Material provided START

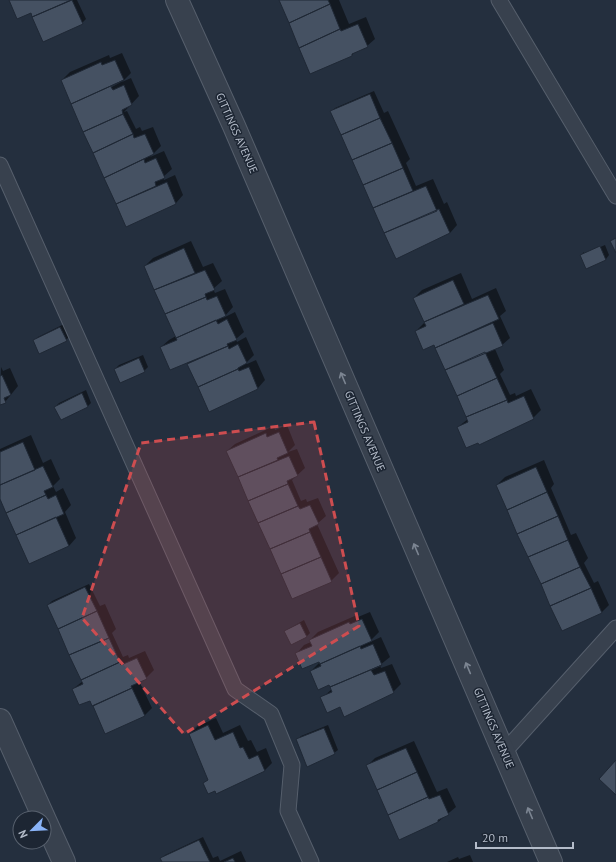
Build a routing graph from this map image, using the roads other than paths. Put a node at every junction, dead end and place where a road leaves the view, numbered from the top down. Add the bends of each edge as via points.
1 (177, 0) edge
2 (499, 0) edge
3 (0, 165) edge
4 (616, 196) edge
5 (616, 628) edge
6 (0, 720) edge
7 (504, 752) junction
8 (40, 810) edge
9 (52, 836) edge
10 (64, 862) edge
11 (311, 862) edge
12 (551, 862) edge

7 -> 1 street, GITTINGS AVENUE via 234,126
2 - 4 lane
3 - 11 lane via 235,689 271,714 292,765 288,811
5 - 7 lane
6 - 8 street
12 -> 7 street, GITTINGS AVENUE
9 - 10 street

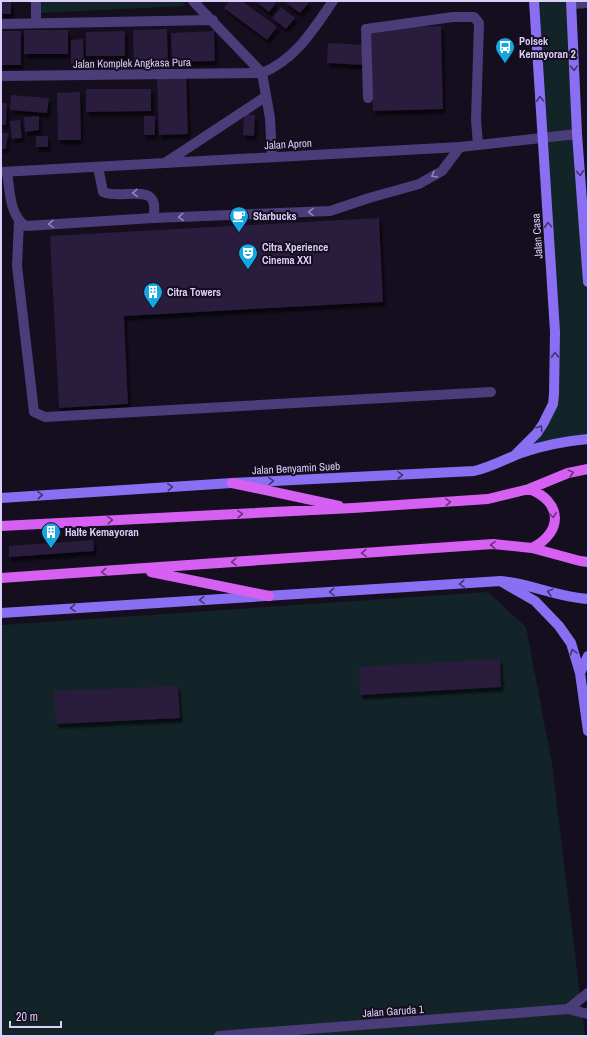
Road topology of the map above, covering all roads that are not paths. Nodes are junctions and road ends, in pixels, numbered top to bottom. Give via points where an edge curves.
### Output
1 (36, 1) edge
2 (193, 1) edge
3 (333, 1) edge
4 (534, 1) edge
5 (572, 2) edge
6 (588, 3) edge
7 (213, 20) junction
8 (36, 22) junction
9 (1, 24) edge
10 (262, 73) junction
11 (1, 76) edge
12 (265, 97) junction
13 (368, 98) dead end
14 (577, 134) junction
15 (542, 138) junction
16 (478, 144) junction
17 (460, 146) junction
18 (272, 157) junction
19 (164, 163) junction
20 (98, 167) junction
21 (4, 172) edge
22 (153, 218) junction
23 (19, 222) junction
24 (588, 282) edge
25 (491, 392) dead end
26 (588, 439) edge
27 (515, 456) junction
28 (588, 469) edge
29 (232, 483) junction
30 (529, 489) junction
31 (1, 498) edge
32 (353, 508) junction
33 (1, 526) edge
34 (532, 548) junction
35 (588, 562) edge
36 (140, 569) junction
37 (1, 578) edge
38 (501, 581) junction
39 (269, 596) junction
40 (588, 598) edge
41 (1, 613) edge
42 (588, 656) edge
43 (580, 673) junction
44 (588, 731) edge
45 (588, 993) edge
46 (568, 1009) junction
47 (588, 1014) edge
48 (219, 1036) edge

1 - 8 street
2 - 7 street
3 - 10 street, Jalan Komplek Angkasa Pura via 306,42 276,68
15 -> 4 main road, Jalan Casa
5 - 6 street
5 -> 14 main road
7 - 8 street
7 - 10 street
8 - 9 street
10 - 11 street, Jalan Komplek Angkasa Pura
10 - 12 street
12 - 18 street via 270,118
12 - 19 street
13 - 16 street via 366,29 454,17 474,17 479,23 476,120
14 - 15 street, Jalan Apron
14 -> 24 main road
15 - 16 street, Jalan Apron
27 -> 15 main road, Jalan Casa via 543,424 553,404 554,394 555,332
16 - 17 street, Jalan Apron
17 - 18 street, Jalan Apron
17 -> 22 street via 442,171 419,184 330,211
18 - 19 street, Jalan Apron
19 - 20 street, Jalan Apron
20 - 21 street, Jalan Apron
22 -> 20 street via 153,201 142,193 109,195 103,192
21 - 23 street via 14,213
22 -> 23 street via 26,226
23 - 25 street via 17,266 34,412 45,417
26 - 27 main road, Jalan Benyamin Sueb
29 -> 27 main road, Jalan Benyamin Sueb via 474,471
30 -> 28 main road via 568,473
31 -> 29 main road, Jalan Benyamin Sueb
29 - 32 main road
32 -> 30 main road via 488,499
30 -> 34 main road via 541,494 551,504 555,517 552,530 544,541
33 -> 32 main road
34 - 35 main road
34 -> 36 main road via 493,544
36 -> 37 main road
36 - 39 main road
38 -> 39 main road
40 -> 38 main road via 573,598
43 -> 38 main road via 570,643 559,626 535,601
39 -> 41 main road
42 - 43 main road
43 - 44 main road
45 - 46 street
46 - 47 street, Jalan Garuda 1
46 - 48 street, Jalan Garuda 1

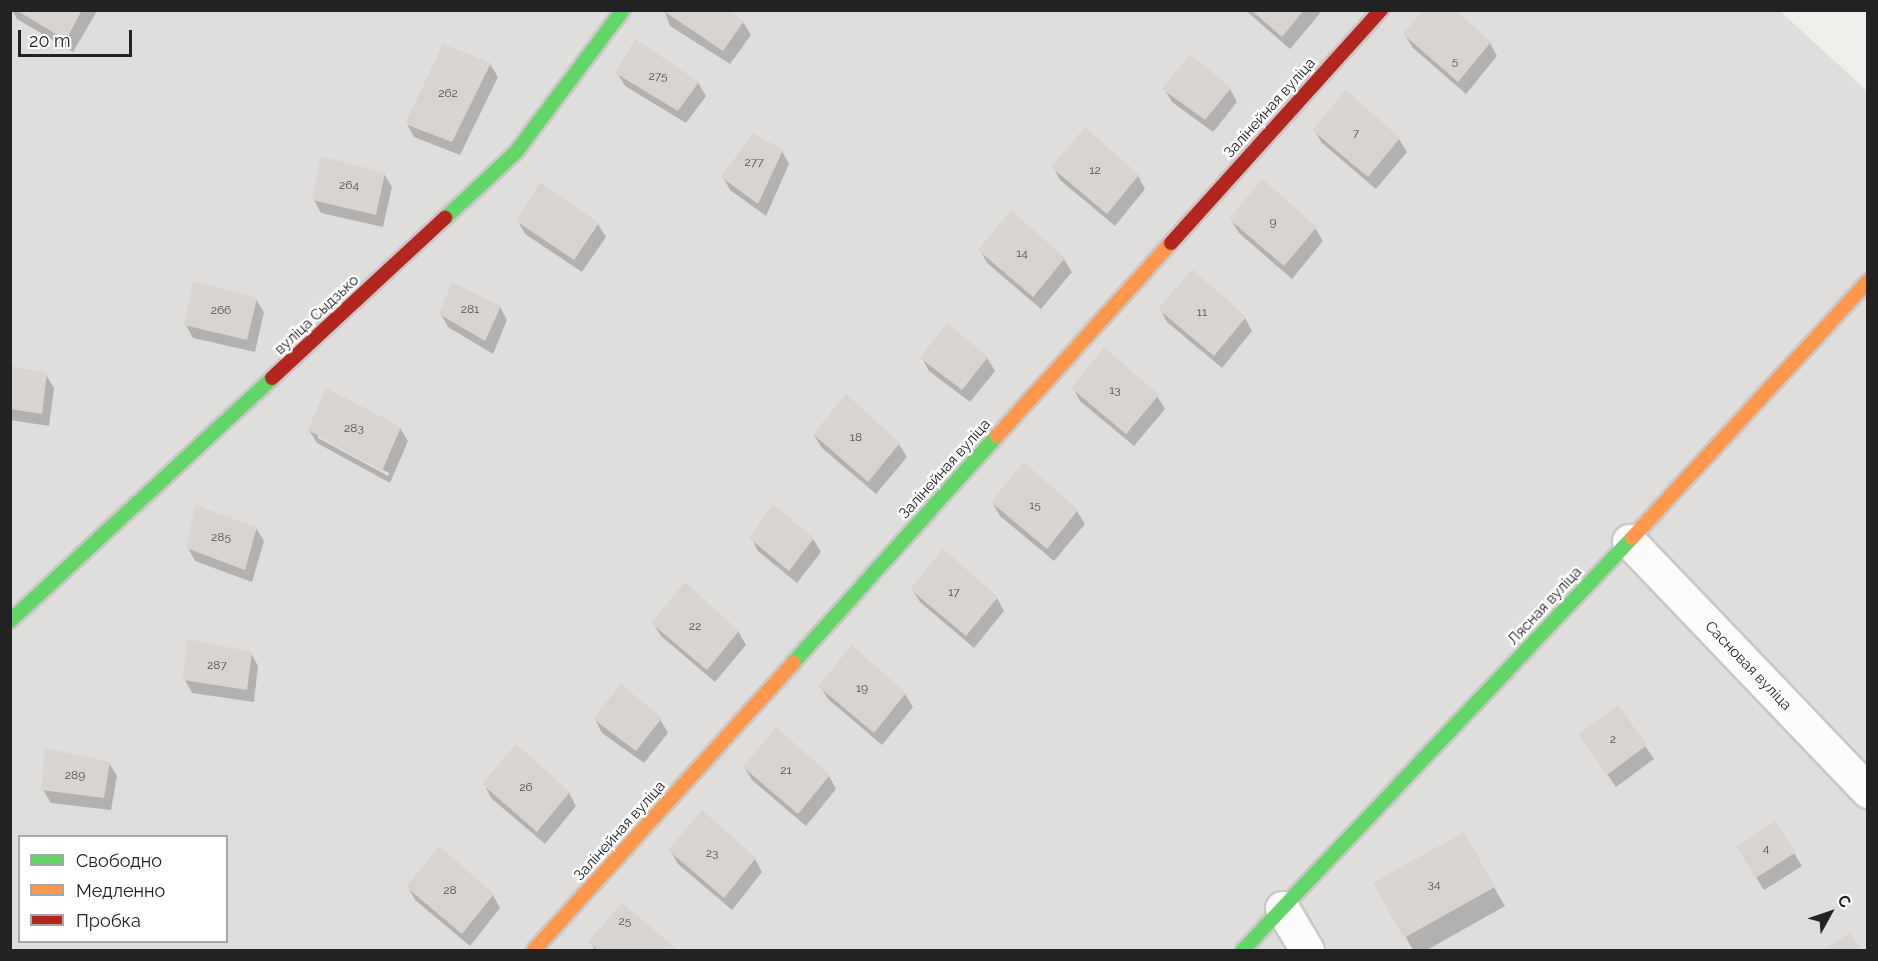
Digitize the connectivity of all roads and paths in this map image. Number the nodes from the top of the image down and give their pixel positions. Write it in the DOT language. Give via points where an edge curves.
graph roads {
  1 [pos="623,10"];
  2 [pos="1381,10"];
  3 [pos="1868,281"];
  4 [pos="1629,541"];
  5 [pos="10,621"];
  6 [pos="1868,791"];
  7 [pos="1282,908"];
  8 [pos="534,951"];
  9 [pos="1243,951"];
  10 [pos="1307,951"];
  1 -- 5 [label="street, вуліца Сыдзько" via="516,152"];
  2 -- 8 [label="street, Залінейная вуліца"];
  3 -- 4 [label="street, Лясная вуліца"];
  4 -- 6 [label="street, Сасновая вуліца"];
  4 -- 7 [label="street, Лясная вуліца"];
  7 -- 9 [label="street, Лясная вуліца"];
  7 -- 10 [label="street"];
}
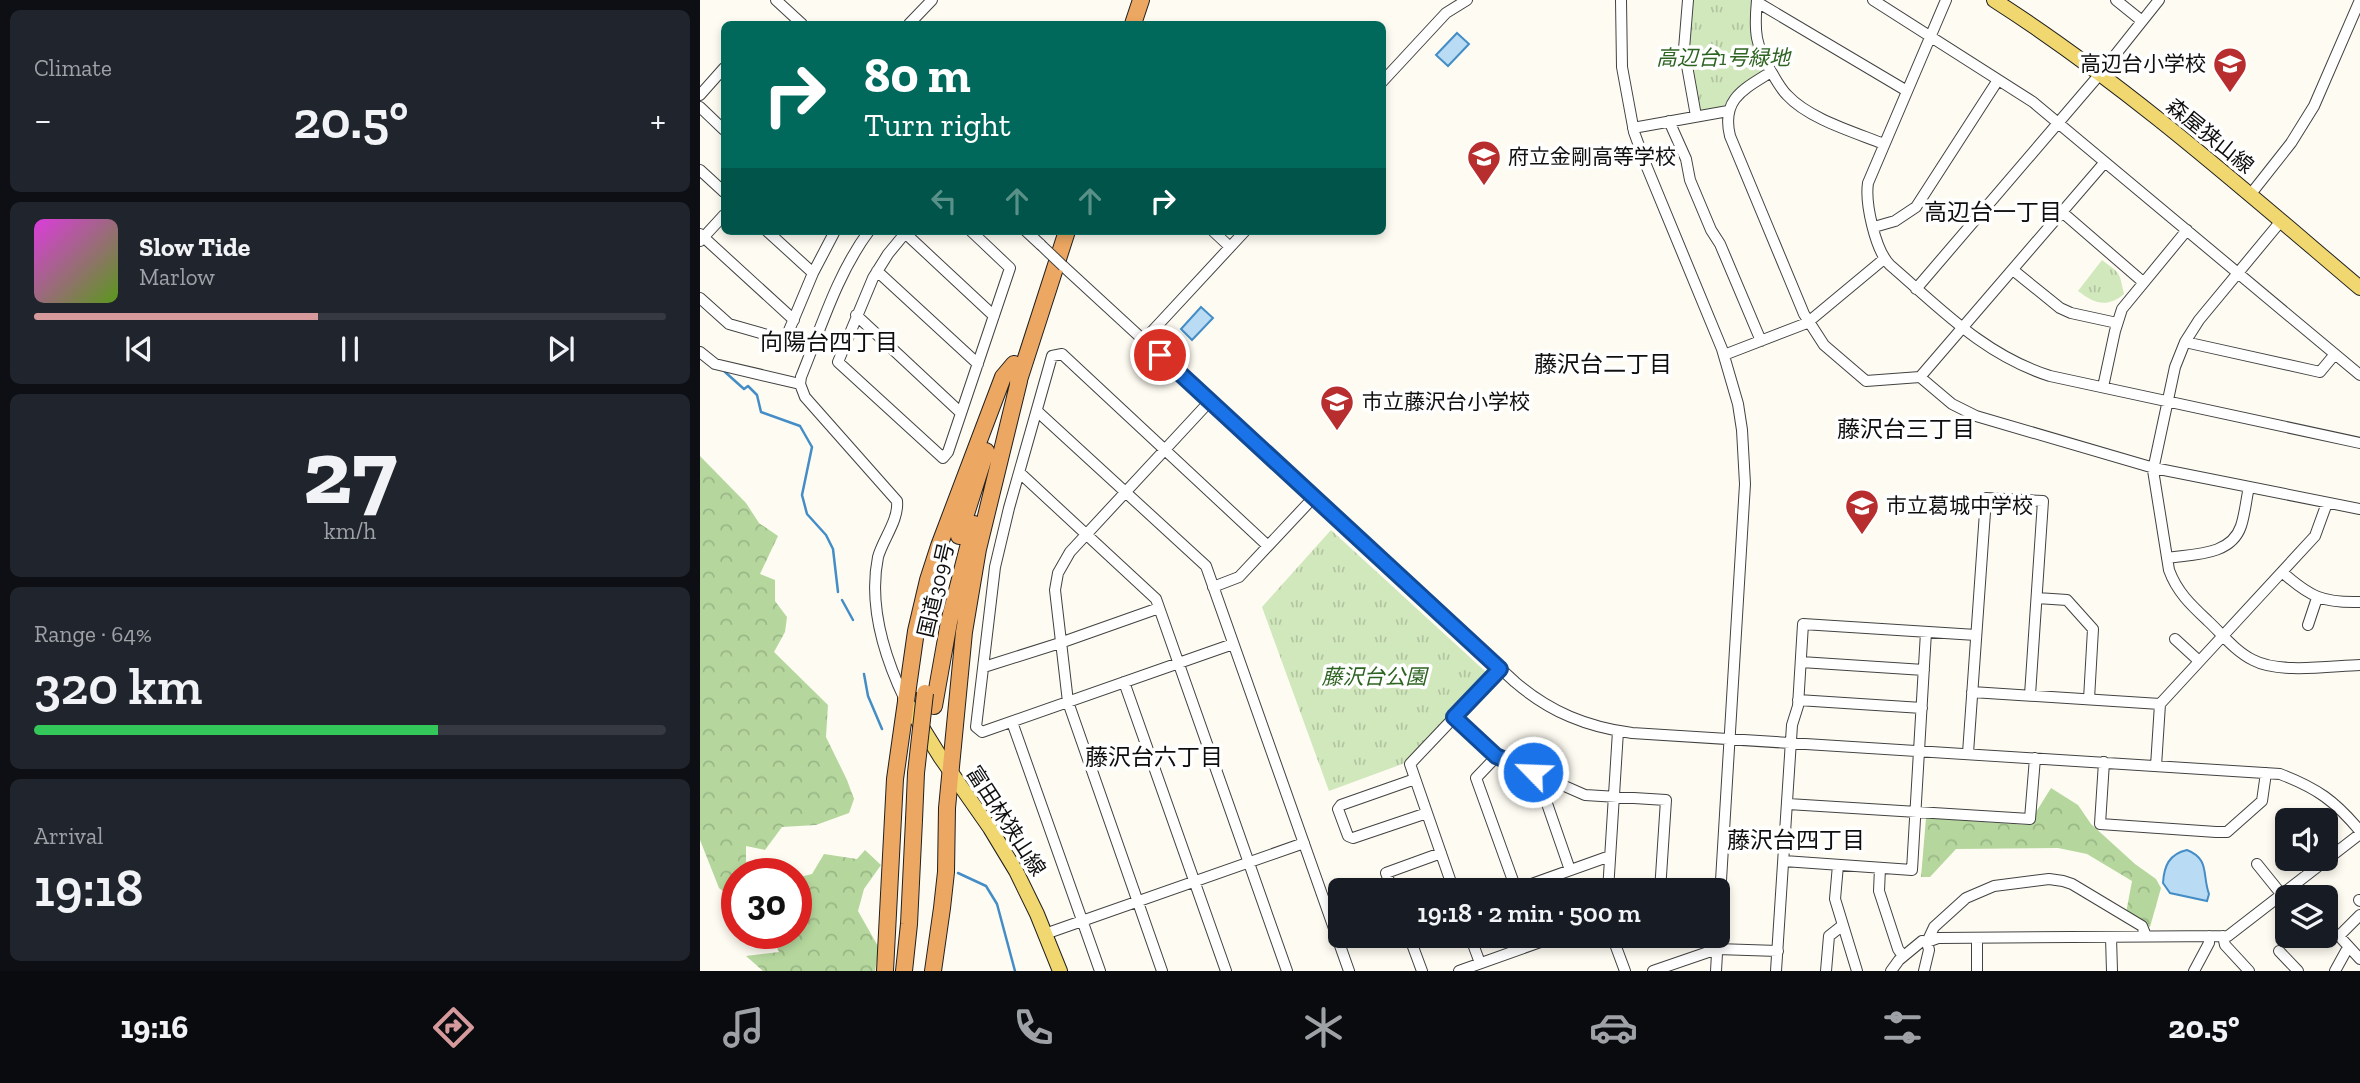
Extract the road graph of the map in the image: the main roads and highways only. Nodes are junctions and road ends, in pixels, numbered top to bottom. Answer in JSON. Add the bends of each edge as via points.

Material provided END

#### Problem requirements:
Working through the records above, copy each line in which "junctions" is found.

#### Completed exercise:
Road topology of the map above, covering all roads that are not paths. Nodes are junctions and road ends, in pixels, numbered top to bottom. Give via points where an edge curves.
Extract the road graph of the map in the image: the main roads and highways only. Nodes are junctions and road ends, in pixels, numbered top to bottom. Answer in JSON. Add the bends of each edge as via points.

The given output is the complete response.